# Instruction Set Architecture at the Example of MIPS

Becker/Molitor, Chapter 10 treats a similar but not identical system. We follow the American book "Digital design and computer architecture" by Harris and Harris, 2013.

Here, Chapters 6 and 7 are particularly relevant.

Jan Reineke Universität des Saarlandes

## Abstraction layers in computer systems



### Overview: Architecture vs Microarchitecture

- Instruction set architecture (also simply: architecture)
  - = set of instructions, their encoding and semantics
  - = "What" a computer computes

For example: x86, ARM

#### Microarchitecture

- = concrete implementation of an instruction set in hardware
- = "How" a computer works

For example: Intel Skylake, AMD Zen 3 (both x86), Apple M1 (ARM)

#### Overview: Architecture vs Microarchitecture

An instruction set architecture can be implemented by many different microarchitectures:

- → e.g.

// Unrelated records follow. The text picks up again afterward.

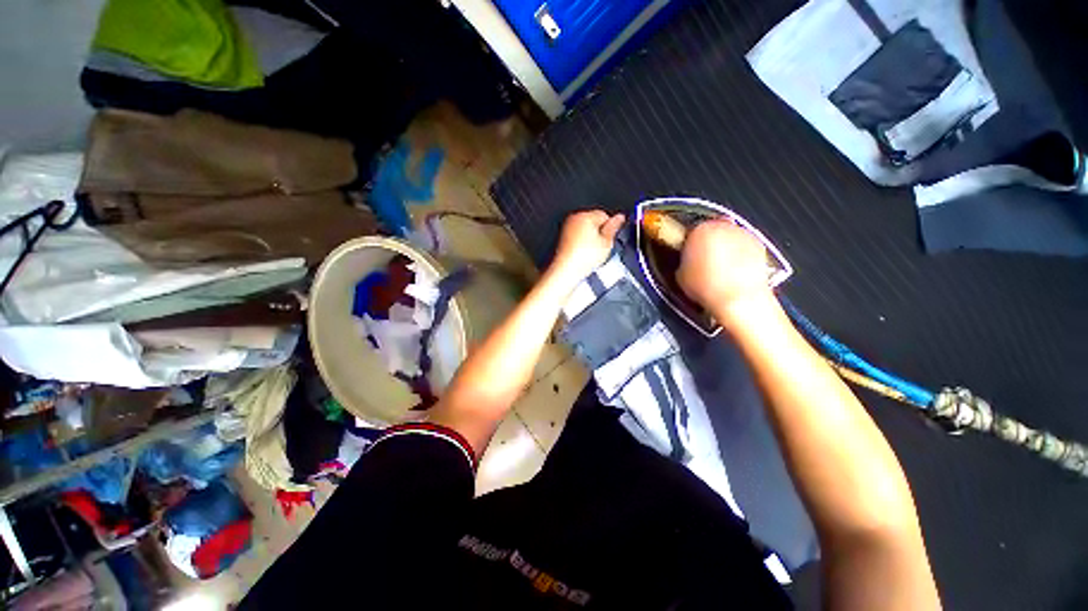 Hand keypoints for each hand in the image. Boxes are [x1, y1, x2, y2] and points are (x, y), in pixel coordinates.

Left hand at [550, 210, 625, 283]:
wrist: (566, 271)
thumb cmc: (583, 258)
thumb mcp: (606, 243)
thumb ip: (614, 227)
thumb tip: (620, 217)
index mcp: (585, 215)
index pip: (605, 215)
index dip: (610, 228)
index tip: (610, 239)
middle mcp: (574, 218)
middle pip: (594, 221)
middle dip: (599, 233)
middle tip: (601, 248)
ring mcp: (566, 228)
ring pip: (585, 230)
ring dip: (590, 239)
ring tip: (591, 253)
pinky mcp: (562, 238)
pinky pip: (577, 237)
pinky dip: (581, 244)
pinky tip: (583, 254)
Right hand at [677, 219, 774, 321]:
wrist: (738, 298)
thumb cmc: (708, 286)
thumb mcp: (680, 275)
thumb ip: (683, 262)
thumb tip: (686, 264)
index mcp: (699, 230)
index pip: (690, 230)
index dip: (688, 243)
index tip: (686, 254)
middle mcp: (722, 226)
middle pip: (712, 230)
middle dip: (707, 243)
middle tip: (702, 261)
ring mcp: (742, 234)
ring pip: (729, 237)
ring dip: (724, 247)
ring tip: (720, 268)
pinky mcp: (759, 245)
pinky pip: (744, 246)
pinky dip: (740, 255)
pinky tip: (734, 271) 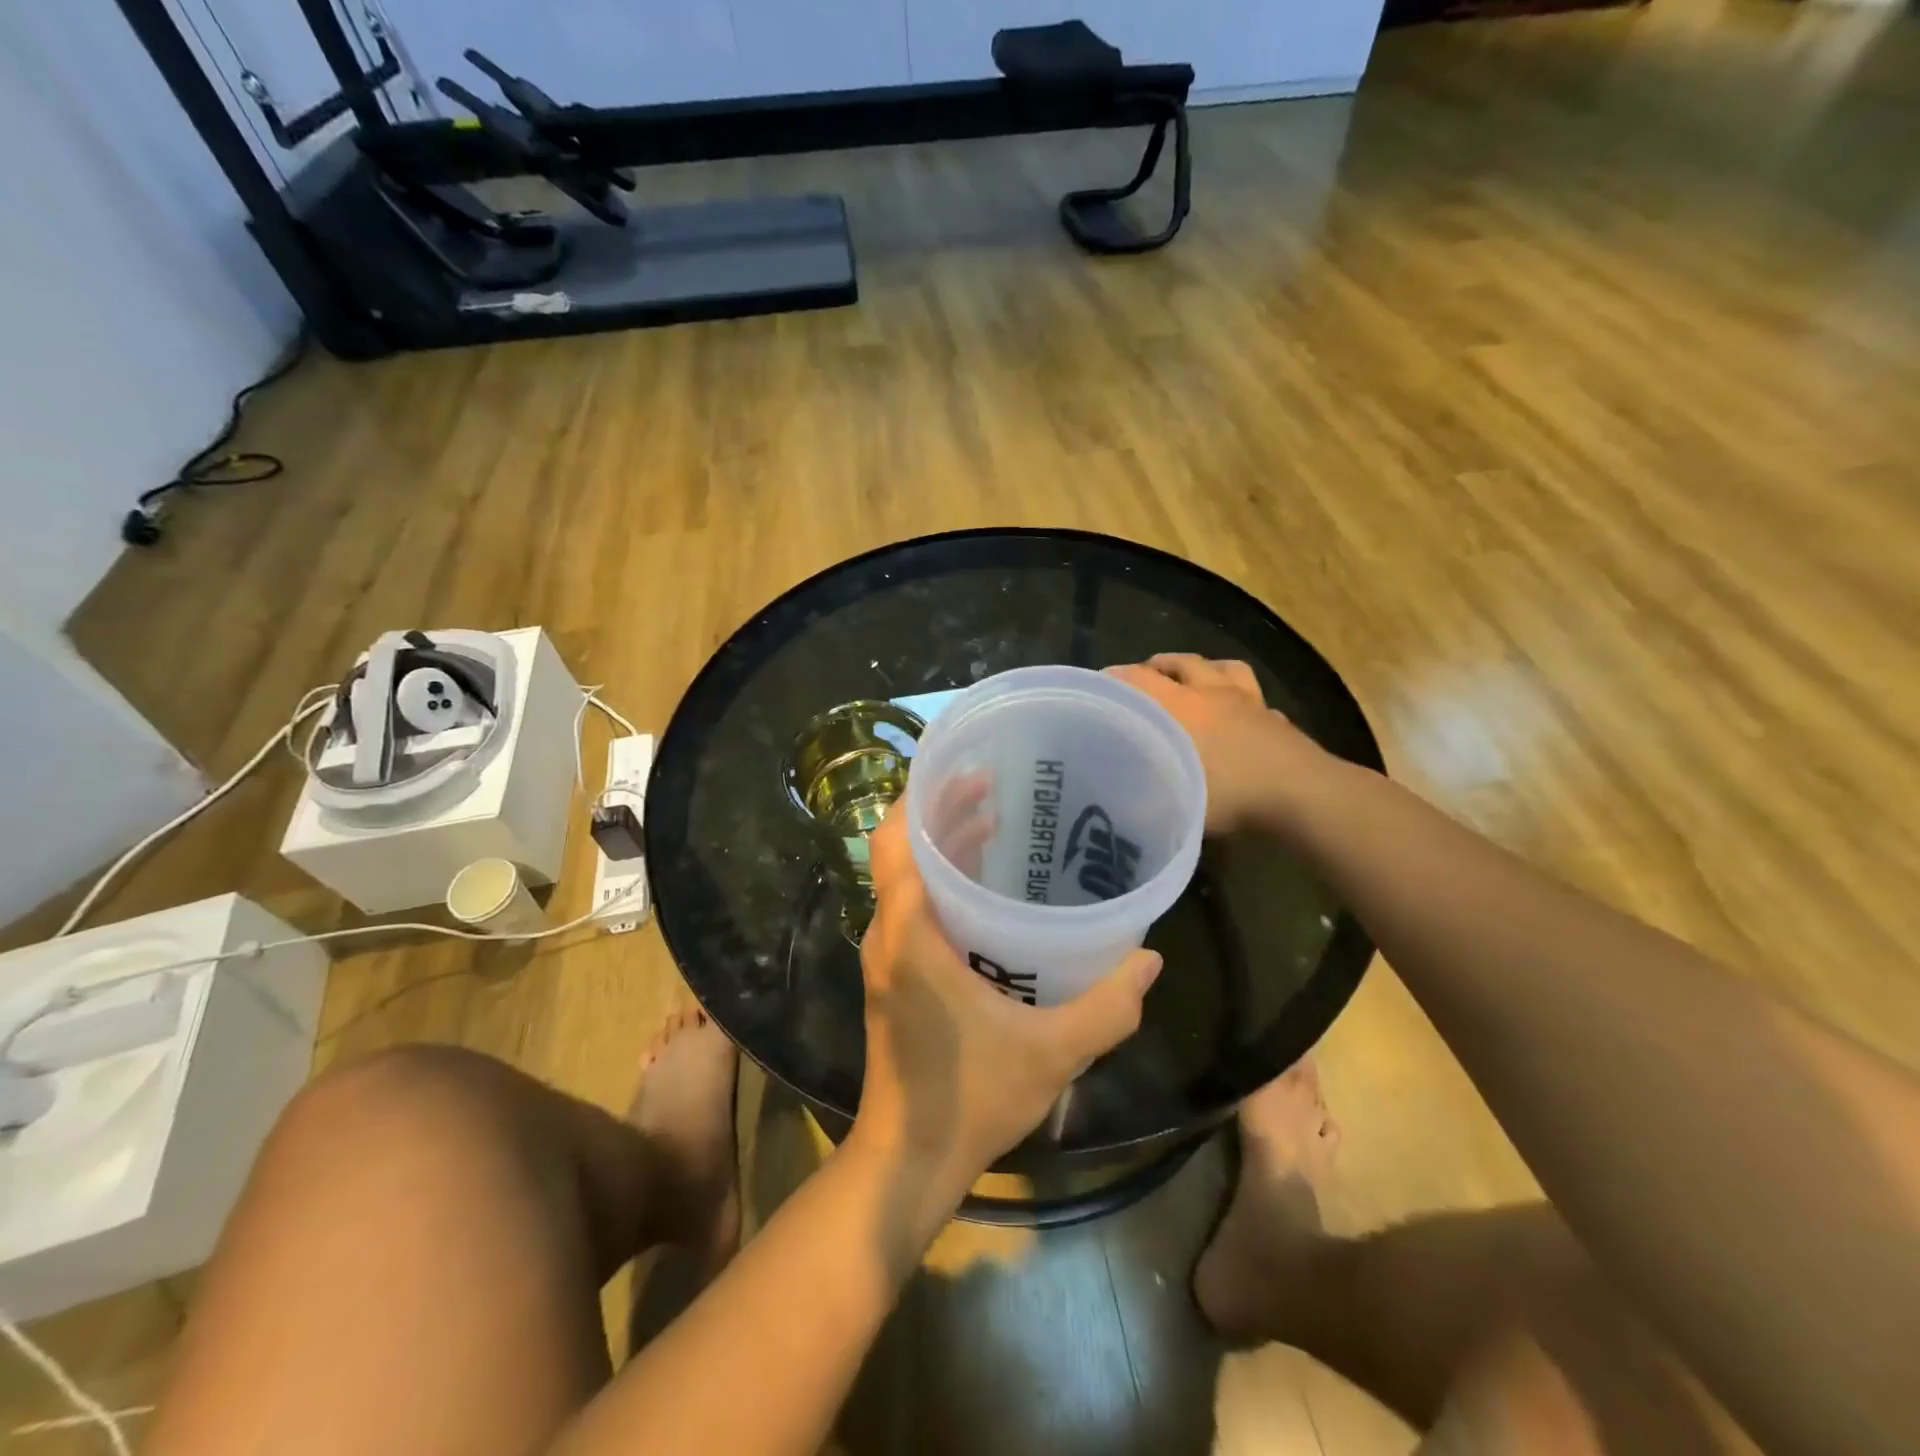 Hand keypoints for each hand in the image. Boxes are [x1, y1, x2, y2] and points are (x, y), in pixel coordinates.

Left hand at [851, 799, 1161, 1210]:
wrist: (909, 1160)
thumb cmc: (969, 1099)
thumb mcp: (1051, 1053)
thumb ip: (1106, 1008)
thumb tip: (1149, 960)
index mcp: (908, 936)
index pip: (896, 842)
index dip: (921, 797)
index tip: (963, 770)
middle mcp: (886, 935)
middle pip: (900, 851)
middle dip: (939, 812)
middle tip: (991, 786)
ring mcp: (887, 956)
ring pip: (904, 879)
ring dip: (941, 847)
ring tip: (993, 820)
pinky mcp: (895, 976)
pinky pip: (911, 907)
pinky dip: (940, 882)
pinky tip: (986, 886)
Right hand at [1106, 654, 1324, 833]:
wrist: (1302, 795)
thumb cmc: (1232, 795)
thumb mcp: (1176, 805)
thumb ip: (1145, 799)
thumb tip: (1123, 804)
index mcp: (1183, 707)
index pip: (1139, 680)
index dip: (1116, 678)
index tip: (1099, 684)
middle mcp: (1213, 694)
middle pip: (1183, 663)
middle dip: (1158, 665)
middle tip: (1143, 677)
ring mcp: (1251, 703)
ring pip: (1224, 668)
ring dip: (1204, 669)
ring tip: (1191, 680)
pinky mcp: (1278, 719)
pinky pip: (1257, 699)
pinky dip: (1243, 702)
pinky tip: (1241, 716)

AMD and Intel processors implement x86 instruction sets
- → new microarchitectures do not require new compiler, nor a new operating system

# Assembly and machine language

Assembly language = textual representation of instructions



Machine language = binary representation executed by a computer

## MIPS instruction set

In the following:

A brief overview of the MIPS instruction set.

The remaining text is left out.